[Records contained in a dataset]

□ □ □ □ □

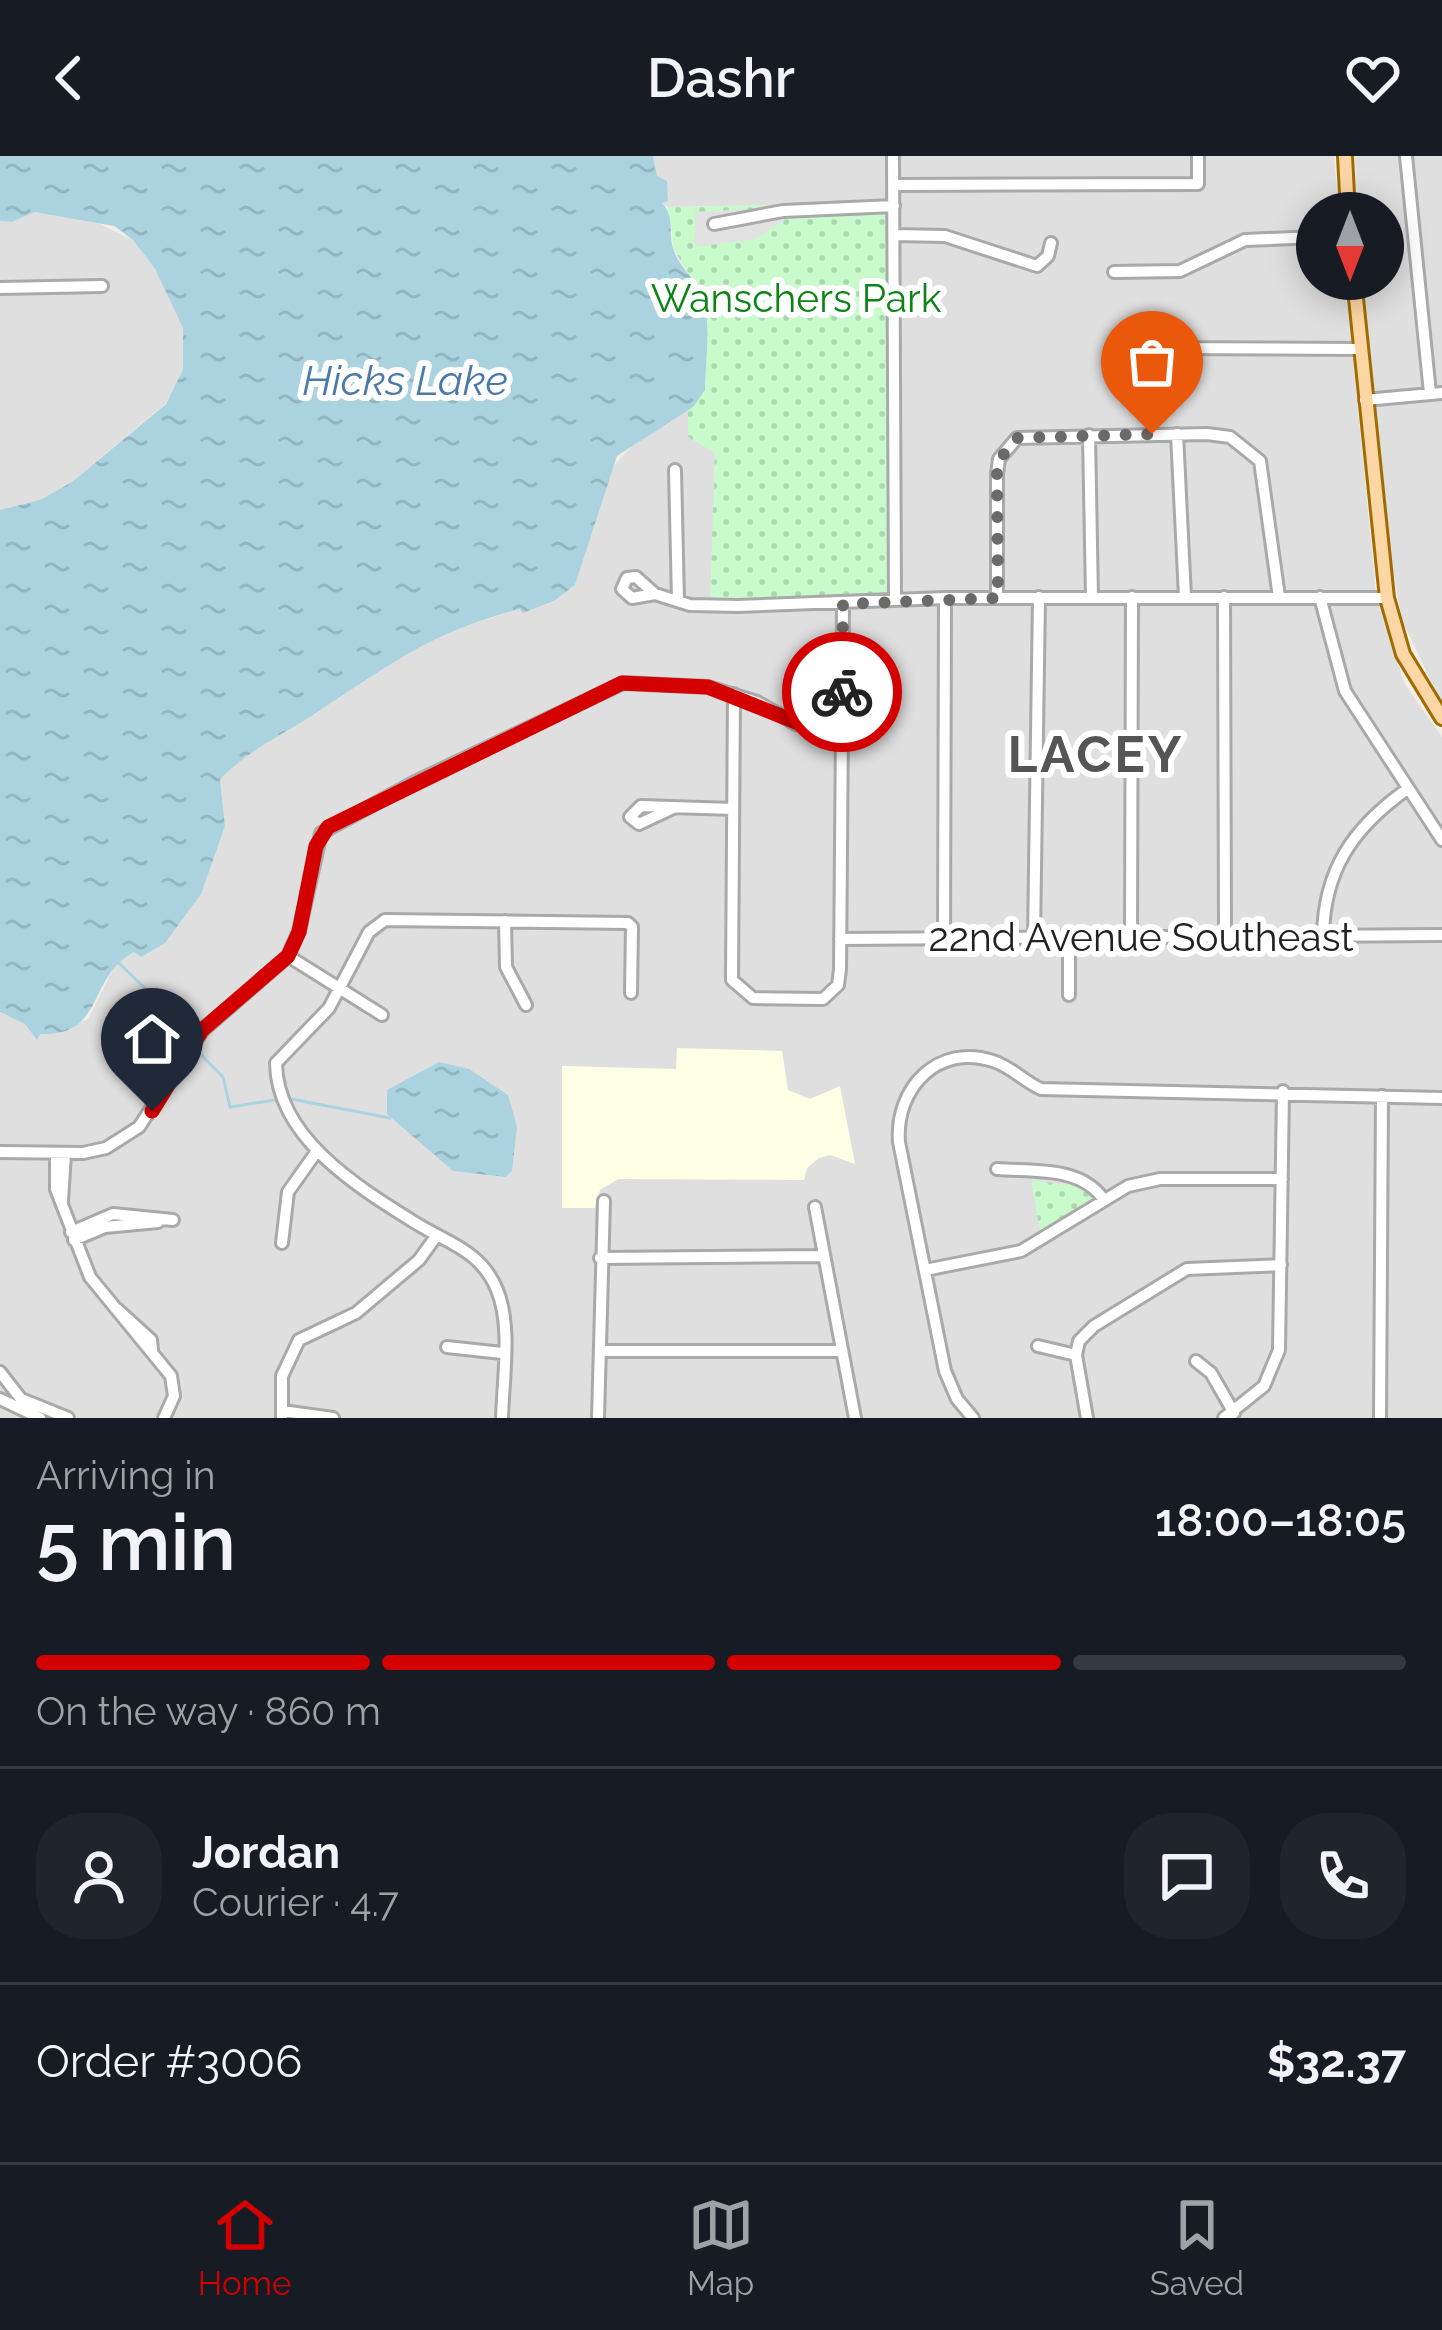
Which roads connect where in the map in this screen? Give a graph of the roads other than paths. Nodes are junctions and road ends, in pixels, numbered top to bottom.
1 (893, 156) edge
2 (1198, 156) edge
3 (1345, 156) edge
4 (1406, 156) edge
5 (895, 185) junction
6 (1347, 192) edge
7 (894, 206) junction
8 (714, 224) dead end
9 (895, 235) junction
10 (1296, 238) edge
11 (1051, 243) dead end
12 (1114, 272) dead end
13 (102, 286) dead end
14 (0, 288) edge
15 (1356, 300) edge
16 (1154, 348) dead end
17 (1361, 349) junction
18 (1436, 393) edge
19 (1366, 400) junction
20 (1089, 434) junction
21 (1177, 434) junction
22 (675, 470) dead end
23 (655, 594) dead end
24 (1132, 597) junction
25 (1185, 597) junction
26 (1224, 597) junction
27 (1280, 597) junction
28 (1320, 597) junction
29 (945, 598) junction
30 (998, 598) junction
31 (1039, 598) junction
32 (1092, 598) junction
33 (1387, 598) junction
34 (678, 600) junction
35 (895, 601) junction
36 (843, 604) junction
37 (734, 694) junction
38 (1442, 718) edge
39 (842, 732) junction
40 (1406, 790) junction
41 (673, 808) dead end
42 (733, 809) junction
43 (1442, 840) edge
44 (505, 921) junction
45 (1442, 935) edge
46 (1323, 936) junction
47 (1225, 937) junction
48 (944, 938) junction
49 (1034, 938) junction
50 (1069, 938) junction
51 (1131, 938) junction
52 (840, 939) junction
53 (288, 956) junction
54 (341, 992) junction
55 (631, 993) dead end
56 (1069, 995) dead end
57 (526, 1005) dead end
58 (382, 1015) dead end
59 (1283, 1091) junction
60 (1382, 1096) junction
61 (1442, 1099) edge
62 (317, 1150) junction
63 (0, 1152) edge
64 (60, 1154) junction
65 (998, 1168) dead end
66 (1282, 1179) junction
67 (1104, 1200) junction
68 (604, 1201) dead end
69 (814, 1207) dead end
70 (437, 1235) junction
71 (72, 1236) junction
72 (282, 1243) dead end
73 (823, 1256) junction
74 (600, 1258) junction
75 (1281, 1265) junction
76 (925, 1270) junction
77 (1037, 1346) dead end
78 (447, 1348) dead end
79 (600, 1351) junction
80 (842, 1352) junction
81 (502, 1353) junction
82 (1076, 1355) junction
83 (1196, 1361) dead end
84 (0, 1372) edge
85 (0, 1399) edge
86 (282, 1415) edge
87 (1229, 1415) edge
88 (40, 1418) edge
89 (68, 1418) edge
90 (164, 1418) edge
91 (333, 1418) edge
92 (502, 1418) edge
93 (598, 1418) edge
94 (854, 1418) edge
95 (973, 1418) edge
96 (1087, 1418) edge
97 (1380, 1418) edge

1 - 5 street
2 - 5 street
3 - 6 main road
4 - 18 street
5 - 7 street
7 - 8 street
7 - 9 street
9 - 11 street
9 - 35 street
10 - 12 street
13 - 14 street
15 - 17 main road
16 - 17 street
17 - 19 main road
18 - 19 street
19 - 33 main road
20 - 21 street
20 - 30 street
20 - 32 street
21 - 25 street
21 - 27 street
22 - 34 street
23 - 34 street
24 - 25 street
24 - 32 street
24 - 51 street
25 - 26 street
26 - 27 street
26 - 47 street
27 - 28 street
28 - 33 street
28 - 40 street
29 - 30 street
29 - 35 street
29 - 48 street
30 - 31 street
31 - 32 street
31 - 49 street
33 - 38 main road
34 - 36 street
35 - 36 street
36 - 39 street
37 - 39 street
37 - 42 street
37 - 53 street
39 - 52 street
40 - 43 street
40 - 46 street
41 - 42 street
42 - 52 street
44 - 54 street
44 - 55 street
44 - 57 street
45 - 46 street, 22nd Avenue Southeast
46 - 47 street, 22nd Avenue Southeast
47 - 51 street, 22nd Avenue Southeast
48 - 49 street, 22nd Avenue Southeast
48 - 52 street, 22nd Avenue Southeast
49 - 50 street, 22nd Avenue Southeast
50 - 51 street, 22nd Avenue Southeast
50 - 56 street
53 - 54 street
53 - 64 street
54 - 58 street
54 - 62 street
59 - 60 street
59 - 66 street
59 - 76 street
60 - 61 street
60 - 97 street
62 - 70 street
62 - 72 street
63 - 64 street
64 - 71 street
65 - 67 street
66 - 67 street
66 - 75 street
67 - 76 street
68 - 74 street
69 - 73 street
70 - 81 street
70 - 86 street
71 - 71 street
71 - 90 street
73 - 74 street
73 - 80 street
74 - 79 street
75 - 82 street
75 - 87 street
76 - 95 street
77 - 82 street
78 - 81 street
79 - 80 street
79 - 93 street
80 - 94 street
81 - 92 street
82 - 96 street
83 - 87 street
84 - 89 street
85 - 88 street
86 - 91 street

□ □ □ □ □

(What needs to be done) Return each line from the records that includes the word "Avenue".

(Solution to this exercise)
45 - 46 street, 22nd Avenue Southeast
46 - 47 street, 22nd Avenue Southeast
47 - 51 street, 22nd Avenue Southeast
48 - 49 street, 22nd Avenue Southeast
48 - 52 street, 22nd Avenue Southeast
49 - 50 street, 22nd Avenue Southeast
50 - 51 street, 22nd Avenue Southeast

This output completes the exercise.